Paseban
\
Akhir bulan November 2012 yang lalu gubernur DKI mengunjungi Pasar Paseban, Jakarta Pusat. Beliau menemukan banyak toko yang kosong, tidak dioperasikan, di pasar kecil ini.
*
Kata “paseban” tidak asing bagi telinga saya. Dalam arkeologi Islam, ‘paseban’ merupakan bangunan kecil yang terletak di bagian depan suatu kompleks milik kerajaan, digunakan oleh pengunjung yang datang menghadap.

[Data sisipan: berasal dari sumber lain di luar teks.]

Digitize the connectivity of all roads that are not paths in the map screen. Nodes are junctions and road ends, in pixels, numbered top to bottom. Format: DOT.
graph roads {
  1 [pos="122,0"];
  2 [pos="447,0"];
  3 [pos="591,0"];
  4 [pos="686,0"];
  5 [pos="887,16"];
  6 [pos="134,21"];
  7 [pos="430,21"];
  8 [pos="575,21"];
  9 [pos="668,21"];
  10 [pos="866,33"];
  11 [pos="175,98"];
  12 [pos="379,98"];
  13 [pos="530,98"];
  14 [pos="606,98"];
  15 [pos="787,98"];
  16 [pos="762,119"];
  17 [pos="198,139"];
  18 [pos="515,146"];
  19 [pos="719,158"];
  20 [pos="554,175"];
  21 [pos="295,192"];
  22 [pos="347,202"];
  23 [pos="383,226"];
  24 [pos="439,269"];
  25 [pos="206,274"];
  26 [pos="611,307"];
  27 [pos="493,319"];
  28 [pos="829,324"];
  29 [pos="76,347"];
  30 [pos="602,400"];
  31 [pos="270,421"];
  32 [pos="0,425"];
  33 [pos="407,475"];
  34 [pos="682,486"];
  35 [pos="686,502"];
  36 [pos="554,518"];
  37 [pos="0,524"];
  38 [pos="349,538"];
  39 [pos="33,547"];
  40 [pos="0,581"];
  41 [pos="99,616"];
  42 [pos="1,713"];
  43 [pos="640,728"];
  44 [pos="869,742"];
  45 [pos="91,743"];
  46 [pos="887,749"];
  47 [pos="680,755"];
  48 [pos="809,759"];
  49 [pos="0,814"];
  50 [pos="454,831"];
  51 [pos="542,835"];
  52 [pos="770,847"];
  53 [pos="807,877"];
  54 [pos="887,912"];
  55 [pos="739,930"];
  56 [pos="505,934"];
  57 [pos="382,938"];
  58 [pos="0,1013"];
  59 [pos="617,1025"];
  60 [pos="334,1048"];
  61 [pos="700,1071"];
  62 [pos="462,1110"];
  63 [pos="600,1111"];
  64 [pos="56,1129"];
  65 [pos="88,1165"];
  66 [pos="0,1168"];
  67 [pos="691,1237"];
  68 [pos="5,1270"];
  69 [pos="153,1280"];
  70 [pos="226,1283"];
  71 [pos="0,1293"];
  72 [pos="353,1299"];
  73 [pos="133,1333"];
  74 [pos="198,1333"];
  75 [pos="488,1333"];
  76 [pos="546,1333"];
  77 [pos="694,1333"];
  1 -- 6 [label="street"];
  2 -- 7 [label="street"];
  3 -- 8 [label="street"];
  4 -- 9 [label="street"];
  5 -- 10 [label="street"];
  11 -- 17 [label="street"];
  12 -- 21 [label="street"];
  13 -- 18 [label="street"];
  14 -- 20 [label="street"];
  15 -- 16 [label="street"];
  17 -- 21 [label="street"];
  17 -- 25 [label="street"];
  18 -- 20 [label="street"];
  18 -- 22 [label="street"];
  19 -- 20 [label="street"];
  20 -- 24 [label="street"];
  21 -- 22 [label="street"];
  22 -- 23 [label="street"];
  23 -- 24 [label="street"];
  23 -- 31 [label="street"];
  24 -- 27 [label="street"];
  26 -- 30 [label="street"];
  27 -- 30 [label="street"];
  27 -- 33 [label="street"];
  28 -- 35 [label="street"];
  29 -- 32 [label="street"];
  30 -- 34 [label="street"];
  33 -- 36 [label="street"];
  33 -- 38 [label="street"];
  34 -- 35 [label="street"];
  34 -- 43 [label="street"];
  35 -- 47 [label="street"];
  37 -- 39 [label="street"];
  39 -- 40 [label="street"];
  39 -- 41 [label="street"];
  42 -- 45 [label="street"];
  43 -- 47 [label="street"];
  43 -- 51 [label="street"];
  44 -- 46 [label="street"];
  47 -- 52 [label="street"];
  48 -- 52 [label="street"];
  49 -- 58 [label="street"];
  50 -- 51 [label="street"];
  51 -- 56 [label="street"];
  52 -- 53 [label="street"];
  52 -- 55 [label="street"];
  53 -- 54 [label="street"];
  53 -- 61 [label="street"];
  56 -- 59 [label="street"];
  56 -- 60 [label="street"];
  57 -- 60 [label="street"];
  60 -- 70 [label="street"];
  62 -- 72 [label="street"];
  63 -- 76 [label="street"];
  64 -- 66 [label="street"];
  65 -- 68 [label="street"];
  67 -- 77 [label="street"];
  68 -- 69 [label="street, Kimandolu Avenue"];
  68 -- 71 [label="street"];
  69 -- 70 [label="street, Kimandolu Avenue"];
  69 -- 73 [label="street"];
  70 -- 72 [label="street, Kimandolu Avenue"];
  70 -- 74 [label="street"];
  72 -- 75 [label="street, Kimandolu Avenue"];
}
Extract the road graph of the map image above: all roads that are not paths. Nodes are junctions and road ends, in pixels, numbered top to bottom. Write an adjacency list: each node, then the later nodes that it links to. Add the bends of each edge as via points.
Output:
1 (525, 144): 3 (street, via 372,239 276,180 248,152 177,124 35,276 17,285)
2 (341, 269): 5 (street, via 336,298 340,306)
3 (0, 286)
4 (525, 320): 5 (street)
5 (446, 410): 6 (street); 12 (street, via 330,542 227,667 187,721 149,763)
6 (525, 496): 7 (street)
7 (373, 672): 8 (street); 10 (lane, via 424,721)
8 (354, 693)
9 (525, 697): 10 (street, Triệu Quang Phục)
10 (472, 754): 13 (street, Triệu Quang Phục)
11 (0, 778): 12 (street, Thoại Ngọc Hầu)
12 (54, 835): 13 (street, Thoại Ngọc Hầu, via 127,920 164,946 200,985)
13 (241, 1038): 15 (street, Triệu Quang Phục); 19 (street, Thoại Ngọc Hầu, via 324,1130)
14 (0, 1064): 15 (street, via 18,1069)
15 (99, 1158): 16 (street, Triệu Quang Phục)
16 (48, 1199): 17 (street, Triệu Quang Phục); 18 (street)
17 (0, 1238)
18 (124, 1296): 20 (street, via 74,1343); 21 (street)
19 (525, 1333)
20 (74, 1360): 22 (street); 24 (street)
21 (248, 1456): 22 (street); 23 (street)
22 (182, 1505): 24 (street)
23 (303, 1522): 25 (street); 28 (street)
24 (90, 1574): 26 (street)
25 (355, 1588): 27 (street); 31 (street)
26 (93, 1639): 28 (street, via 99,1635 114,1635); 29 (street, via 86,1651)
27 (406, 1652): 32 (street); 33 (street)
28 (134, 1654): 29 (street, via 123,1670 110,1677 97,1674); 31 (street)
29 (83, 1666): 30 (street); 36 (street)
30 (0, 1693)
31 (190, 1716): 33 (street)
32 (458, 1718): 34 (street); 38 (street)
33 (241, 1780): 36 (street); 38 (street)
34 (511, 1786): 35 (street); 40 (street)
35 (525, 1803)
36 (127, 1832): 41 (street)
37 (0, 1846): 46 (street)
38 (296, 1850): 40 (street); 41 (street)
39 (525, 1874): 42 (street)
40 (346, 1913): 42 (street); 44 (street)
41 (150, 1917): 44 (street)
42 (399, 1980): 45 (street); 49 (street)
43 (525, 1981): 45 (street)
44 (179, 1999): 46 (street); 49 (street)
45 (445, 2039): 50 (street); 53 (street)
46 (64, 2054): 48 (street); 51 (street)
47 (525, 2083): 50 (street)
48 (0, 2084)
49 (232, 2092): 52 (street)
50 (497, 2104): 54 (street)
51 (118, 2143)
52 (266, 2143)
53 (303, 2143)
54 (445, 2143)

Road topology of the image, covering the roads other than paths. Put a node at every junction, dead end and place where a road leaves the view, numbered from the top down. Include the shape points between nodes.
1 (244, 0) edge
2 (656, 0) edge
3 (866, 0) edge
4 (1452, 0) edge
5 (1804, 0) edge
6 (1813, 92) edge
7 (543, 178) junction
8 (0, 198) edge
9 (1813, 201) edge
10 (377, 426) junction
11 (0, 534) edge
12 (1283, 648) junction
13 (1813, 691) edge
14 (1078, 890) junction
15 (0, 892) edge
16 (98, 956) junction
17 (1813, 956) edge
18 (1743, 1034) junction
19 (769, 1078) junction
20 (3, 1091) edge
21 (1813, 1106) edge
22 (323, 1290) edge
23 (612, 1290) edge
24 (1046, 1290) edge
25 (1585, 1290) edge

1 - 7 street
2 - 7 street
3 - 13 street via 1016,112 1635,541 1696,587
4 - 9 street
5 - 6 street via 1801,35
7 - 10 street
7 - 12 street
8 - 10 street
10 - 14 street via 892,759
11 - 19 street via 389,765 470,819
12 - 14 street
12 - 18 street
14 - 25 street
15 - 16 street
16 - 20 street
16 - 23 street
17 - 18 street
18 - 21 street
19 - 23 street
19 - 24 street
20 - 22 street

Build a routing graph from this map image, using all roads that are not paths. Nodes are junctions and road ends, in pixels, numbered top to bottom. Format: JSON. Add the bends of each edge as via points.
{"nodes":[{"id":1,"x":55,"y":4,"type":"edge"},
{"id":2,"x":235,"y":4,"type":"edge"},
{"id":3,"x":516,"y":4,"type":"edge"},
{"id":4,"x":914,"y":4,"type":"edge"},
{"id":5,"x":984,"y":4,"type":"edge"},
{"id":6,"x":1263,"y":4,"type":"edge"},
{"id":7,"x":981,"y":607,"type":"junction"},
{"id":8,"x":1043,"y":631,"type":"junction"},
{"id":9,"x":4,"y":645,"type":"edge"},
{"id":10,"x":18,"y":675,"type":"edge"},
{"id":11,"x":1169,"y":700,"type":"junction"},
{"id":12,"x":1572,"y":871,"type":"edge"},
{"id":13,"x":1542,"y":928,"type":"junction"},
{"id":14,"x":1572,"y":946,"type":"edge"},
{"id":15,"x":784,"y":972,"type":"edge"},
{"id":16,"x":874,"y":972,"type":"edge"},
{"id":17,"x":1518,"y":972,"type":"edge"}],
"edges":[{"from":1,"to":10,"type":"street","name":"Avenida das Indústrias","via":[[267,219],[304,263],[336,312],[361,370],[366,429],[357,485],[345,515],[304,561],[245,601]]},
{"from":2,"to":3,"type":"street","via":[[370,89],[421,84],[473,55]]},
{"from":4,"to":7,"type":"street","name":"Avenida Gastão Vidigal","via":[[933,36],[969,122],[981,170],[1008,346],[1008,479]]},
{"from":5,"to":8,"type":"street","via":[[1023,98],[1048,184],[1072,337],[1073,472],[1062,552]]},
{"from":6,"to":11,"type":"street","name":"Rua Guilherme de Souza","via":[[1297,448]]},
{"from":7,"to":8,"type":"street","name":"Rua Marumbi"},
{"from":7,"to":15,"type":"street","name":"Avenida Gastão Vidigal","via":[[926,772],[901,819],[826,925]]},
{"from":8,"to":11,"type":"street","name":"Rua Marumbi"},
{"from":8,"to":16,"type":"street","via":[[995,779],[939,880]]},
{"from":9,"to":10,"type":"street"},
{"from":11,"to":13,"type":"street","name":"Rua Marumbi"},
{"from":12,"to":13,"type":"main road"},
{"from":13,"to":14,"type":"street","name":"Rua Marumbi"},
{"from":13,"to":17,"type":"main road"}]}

Nama ‘Paseban’ juga saya kenal dari lagu jazzy lantunan Dian Pramana Putra. Di akhir dasawarsa ’80-an ia mengeluarkan album “Biru” yang di dalamnya terdapat satu lagu berjudul “Paseban Café”.1
Melangkah tanpa beban rasa
Di sudut, angan kelabu yang ada
Bersama, suka dan duka
Hadirnya kita duduk bersama
*
Pasar Paseban sendiri cukup akrab bagi saya pada suatu kurun tertentu. Pasar ini memiliki dua ‘mulut’, satu menghadap ke Jalan Paseban, sementara mulut lain berada di Jalan Kramat Raya, di sebelah selatan pertokoan alat teknik dan listrik “Kenari Mas”.
Di sisi Jalan Paseban terdapat pertokoan dua lantai. Di bagian bawah terdapat toko-toko emas, sementara di lantai atas entah apa yang ada. Saya tidak pernah naik ke tempat tersebut. Di belakangnya terdapat pasar tradisional tempat berjual sayuran dan sebangsanya. Pada bagian ini terdapat lorong ke arah Jalan Kramat Raya yang didominasi oleh kios-kios pedagang pakaian.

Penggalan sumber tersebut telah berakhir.